Each line below that contains "Court" counts once; report the total and nothing more.

=== DATA RECORDS ===
━━━━━━━━━━━━━━━━━━━━

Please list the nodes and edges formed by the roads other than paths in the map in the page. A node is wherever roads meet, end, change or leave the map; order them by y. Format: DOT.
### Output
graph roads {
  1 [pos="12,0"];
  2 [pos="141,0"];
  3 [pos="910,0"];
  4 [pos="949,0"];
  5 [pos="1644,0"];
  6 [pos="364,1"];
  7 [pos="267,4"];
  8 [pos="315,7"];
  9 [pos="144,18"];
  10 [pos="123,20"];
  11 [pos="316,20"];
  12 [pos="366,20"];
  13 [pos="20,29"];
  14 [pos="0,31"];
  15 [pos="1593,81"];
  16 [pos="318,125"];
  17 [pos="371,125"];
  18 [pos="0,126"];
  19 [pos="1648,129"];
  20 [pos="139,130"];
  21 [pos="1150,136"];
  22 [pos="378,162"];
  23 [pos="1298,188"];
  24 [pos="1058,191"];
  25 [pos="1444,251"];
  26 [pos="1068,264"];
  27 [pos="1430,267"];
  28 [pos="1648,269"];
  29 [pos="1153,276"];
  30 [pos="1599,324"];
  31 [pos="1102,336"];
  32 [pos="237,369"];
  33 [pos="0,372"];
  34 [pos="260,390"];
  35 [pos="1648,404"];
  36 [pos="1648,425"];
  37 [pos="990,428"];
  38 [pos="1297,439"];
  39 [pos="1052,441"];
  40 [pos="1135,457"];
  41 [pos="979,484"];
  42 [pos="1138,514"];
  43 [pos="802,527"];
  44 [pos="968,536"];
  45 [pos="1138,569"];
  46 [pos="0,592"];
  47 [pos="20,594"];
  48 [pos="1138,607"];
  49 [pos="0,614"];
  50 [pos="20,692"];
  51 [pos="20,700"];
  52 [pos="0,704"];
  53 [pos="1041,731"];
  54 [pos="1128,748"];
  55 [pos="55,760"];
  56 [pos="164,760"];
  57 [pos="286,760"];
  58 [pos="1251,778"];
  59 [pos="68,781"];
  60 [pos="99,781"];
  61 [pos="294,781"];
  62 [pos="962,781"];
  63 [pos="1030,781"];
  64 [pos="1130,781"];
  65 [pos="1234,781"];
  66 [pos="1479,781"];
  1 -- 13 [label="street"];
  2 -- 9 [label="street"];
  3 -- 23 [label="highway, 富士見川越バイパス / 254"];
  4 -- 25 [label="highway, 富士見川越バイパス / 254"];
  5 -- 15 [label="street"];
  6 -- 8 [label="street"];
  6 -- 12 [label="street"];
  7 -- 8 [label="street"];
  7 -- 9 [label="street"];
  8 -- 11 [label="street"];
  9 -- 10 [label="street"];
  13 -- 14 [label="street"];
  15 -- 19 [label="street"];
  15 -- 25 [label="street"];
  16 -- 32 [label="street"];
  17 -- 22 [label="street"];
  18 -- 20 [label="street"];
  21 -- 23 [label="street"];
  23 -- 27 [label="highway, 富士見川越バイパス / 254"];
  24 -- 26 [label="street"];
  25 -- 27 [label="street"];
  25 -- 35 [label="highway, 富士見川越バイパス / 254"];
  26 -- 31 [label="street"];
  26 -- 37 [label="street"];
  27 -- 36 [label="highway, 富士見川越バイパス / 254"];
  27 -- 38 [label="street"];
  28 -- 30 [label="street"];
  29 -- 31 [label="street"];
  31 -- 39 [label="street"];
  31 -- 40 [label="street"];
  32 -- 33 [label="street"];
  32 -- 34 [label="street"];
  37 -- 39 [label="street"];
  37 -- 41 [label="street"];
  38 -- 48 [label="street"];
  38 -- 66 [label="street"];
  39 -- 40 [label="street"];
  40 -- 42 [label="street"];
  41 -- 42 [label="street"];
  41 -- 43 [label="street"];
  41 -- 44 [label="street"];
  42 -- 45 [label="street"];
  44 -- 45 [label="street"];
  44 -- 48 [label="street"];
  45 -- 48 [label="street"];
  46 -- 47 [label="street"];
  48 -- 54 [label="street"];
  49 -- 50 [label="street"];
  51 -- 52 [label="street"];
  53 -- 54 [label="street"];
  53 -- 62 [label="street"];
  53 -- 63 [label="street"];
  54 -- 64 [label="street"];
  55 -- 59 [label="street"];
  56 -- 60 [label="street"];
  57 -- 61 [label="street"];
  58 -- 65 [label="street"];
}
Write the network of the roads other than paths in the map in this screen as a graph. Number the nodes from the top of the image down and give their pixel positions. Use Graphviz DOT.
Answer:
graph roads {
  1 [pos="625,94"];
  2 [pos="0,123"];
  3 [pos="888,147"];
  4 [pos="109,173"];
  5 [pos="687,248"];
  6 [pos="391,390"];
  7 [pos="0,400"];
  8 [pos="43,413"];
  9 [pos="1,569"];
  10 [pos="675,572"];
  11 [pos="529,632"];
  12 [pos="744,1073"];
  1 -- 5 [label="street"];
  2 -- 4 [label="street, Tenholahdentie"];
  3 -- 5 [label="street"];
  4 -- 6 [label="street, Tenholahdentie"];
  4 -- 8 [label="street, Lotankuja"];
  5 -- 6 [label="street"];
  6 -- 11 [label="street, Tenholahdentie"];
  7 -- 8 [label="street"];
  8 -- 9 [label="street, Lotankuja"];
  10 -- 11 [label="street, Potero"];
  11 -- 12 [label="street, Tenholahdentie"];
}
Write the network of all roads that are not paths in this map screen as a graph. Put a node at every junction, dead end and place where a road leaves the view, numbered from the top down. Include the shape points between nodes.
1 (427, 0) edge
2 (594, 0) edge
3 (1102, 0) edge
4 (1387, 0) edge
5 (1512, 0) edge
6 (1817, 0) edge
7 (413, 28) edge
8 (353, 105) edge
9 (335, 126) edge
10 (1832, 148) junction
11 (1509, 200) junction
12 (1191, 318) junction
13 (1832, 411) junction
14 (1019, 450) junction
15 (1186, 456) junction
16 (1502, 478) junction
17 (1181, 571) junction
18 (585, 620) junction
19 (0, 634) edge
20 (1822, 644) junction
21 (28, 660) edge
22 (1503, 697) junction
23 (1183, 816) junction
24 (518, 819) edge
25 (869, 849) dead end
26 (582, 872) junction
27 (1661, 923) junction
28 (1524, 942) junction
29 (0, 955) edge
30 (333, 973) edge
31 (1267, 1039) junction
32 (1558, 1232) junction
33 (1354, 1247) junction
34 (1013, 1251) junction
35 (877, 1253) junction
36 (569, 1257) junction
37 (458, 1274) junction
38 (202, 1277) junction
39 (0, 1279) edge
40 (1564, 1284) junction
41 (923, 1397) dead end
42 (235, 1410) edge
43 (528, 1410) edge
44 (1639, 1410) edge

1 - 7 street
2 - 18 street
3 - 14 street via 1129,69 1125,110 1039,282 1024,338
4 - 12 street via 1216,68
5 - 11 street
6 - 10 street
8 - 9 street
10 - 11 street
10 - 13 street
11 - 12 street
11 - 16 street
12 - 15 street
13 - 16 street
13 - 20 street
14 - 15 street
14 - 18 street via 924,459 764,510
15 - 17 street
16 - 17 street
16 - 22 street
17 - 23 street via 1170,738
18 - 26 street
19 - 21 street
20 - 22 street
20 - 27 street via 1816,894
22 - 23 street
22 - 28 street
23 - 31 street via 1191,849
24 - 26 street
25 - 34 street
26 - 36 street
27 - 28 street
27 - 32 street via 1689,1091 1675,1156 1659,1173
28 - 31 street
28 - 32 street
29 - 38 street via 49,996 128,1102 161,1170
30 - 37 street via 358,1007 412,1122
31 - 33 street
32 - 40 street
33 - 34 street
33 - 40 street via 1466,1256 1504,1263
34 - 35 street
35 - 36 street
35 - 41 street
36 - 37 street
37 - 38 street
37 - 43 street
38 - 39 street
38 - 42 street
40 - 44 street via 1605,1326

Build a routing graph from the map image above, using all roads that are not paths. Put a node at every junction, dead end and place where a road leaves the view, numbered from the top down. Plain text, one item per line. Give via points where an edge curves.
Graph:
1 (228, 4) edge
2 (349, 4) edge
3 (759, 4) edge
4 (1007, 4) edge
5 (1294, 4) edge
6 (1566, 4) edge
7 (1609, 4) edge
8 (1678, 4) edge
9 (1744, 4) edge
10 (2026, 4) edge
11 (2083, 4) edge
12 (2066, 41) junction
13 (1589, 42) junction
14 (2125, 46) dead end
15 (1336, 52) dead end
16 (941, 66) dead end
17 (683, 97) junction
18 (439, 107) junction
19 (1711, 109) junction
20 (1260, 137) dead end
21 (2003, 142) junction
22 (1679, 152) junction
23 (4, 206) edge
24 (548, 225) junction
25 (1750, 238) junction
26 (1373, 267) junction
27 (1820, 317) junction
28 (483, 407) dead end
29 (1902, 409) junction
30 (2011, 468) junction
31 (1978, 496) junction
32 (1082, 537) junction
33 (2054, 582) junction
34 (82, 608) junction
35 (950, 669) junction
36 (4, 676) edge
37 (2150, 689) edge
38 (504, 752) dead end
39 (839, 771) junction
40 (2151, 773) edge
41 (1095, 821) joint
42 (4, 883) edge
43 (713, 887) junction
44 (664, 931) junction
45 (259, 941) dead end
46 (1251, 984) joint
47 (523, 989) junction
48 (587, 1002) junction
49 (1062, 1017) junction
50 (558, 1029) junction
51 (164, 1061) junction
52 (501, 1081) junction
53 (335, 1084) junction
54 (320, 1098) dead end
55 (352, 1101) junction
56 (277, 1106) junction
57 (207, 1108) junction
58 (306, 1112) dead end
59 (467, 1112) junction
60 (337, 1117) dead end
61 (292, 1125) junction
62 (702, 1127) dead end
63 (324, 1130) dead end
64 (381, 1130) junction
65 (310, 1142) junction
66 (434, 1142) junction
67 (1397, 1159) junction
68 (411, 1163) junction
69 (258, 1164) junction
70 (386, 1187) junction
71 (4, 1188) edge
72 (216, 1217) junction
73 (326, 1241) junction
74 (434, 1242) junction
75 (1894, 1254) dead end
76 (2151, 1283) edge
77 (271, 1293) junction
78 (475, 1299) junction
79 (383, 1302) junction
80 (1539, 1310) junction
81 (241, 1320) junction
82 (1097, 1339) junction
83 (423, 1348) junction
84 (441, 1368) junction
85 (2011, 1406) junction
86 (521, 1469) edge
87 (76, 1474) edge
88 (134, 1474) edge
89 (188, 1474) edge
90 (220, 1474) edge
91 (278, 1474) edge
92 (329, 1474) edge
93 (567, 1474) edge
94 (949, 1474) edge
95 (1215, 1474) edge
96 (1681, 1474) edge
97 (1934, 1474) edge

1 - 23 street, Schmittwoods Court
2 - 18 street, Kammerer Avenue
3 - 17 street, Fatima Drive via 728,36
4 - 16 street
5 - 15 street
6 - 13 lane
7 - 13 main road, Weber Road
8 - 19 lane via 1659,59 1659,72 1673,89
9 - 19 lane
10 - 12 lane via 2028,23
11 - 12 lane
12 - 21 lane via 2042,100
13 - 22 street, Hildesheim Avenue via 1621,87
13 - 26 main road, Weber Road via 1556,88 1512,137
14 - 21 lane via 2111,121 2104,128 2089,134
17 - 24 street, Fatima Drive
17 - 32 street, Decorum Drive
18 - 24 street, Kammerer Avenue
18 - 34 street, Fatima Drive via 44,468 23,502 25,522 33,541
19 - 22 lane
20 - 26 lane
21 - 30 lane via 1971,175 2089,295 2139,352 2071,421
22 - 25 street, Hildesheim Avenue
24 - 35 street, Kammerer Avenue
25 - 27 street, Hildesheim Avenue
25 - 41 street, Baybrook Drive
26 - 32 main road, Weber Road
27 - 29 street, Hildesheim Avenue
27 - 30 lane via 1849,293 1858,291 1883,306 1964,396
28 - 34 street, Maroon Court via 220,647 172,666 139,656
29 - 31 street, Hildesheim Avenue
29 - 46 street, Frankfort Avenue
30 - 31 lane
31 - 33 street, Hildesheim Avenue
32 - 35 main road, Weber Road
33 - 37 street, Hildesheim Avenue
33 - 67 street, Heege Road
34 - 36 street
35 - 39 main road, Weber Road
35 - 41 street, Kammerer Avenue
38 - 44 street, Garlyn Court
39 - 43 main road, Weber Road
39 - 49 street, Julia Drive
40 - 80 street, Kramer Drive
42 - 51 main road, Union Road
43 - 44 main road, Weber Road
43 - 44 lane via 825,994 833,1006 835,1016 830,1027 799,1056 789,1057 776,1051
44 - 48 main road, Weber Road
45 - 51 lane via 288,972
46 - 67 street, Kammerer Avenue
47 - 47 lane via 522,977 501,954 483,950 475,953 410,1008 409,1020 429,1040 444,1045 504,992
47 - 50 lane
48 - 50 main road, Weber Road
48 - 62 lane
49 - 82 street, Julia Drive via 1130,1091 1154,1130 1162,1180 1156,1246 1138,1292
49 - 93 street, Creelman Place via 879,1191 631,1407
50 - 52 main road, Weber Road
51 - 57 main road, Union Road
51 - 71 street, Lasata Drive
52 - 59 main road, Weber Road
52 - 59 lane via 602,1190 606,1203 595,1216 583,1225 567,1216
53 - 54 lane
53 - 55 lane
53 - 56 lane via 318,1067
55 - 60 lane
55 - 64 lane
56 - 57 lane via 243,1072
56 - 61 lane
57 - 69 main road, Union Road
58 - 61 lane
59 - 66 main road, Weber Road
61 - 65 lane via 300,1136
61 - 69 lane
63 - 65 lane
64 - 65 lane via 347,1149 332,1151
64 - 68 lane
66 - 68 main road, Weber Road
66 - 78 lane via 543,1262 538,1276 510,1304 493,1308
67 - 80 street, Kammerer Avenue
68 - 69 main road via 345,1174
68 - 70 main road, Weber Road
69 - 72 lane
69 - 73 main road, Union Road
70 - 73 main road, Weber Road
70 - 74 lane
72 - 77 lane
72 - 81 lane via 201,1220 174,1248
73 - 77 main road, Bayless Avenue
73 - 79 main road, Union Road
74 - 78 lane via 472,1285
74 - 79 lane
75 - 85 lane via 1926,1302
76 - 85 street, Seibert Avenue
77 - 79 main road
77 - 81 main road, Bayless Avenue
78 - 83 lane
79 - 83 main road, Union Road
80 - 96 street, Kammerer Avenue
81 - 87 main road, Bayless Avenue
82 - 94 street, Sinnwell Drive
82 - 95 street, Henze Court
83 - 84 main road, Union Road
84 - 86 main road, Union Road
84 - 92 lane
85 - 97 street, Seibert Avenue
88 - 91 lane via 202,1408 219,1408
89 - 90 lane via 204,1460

━━━━━━━━━━━━━━━━━━━━

=== WRITTEN ANSWER ===
4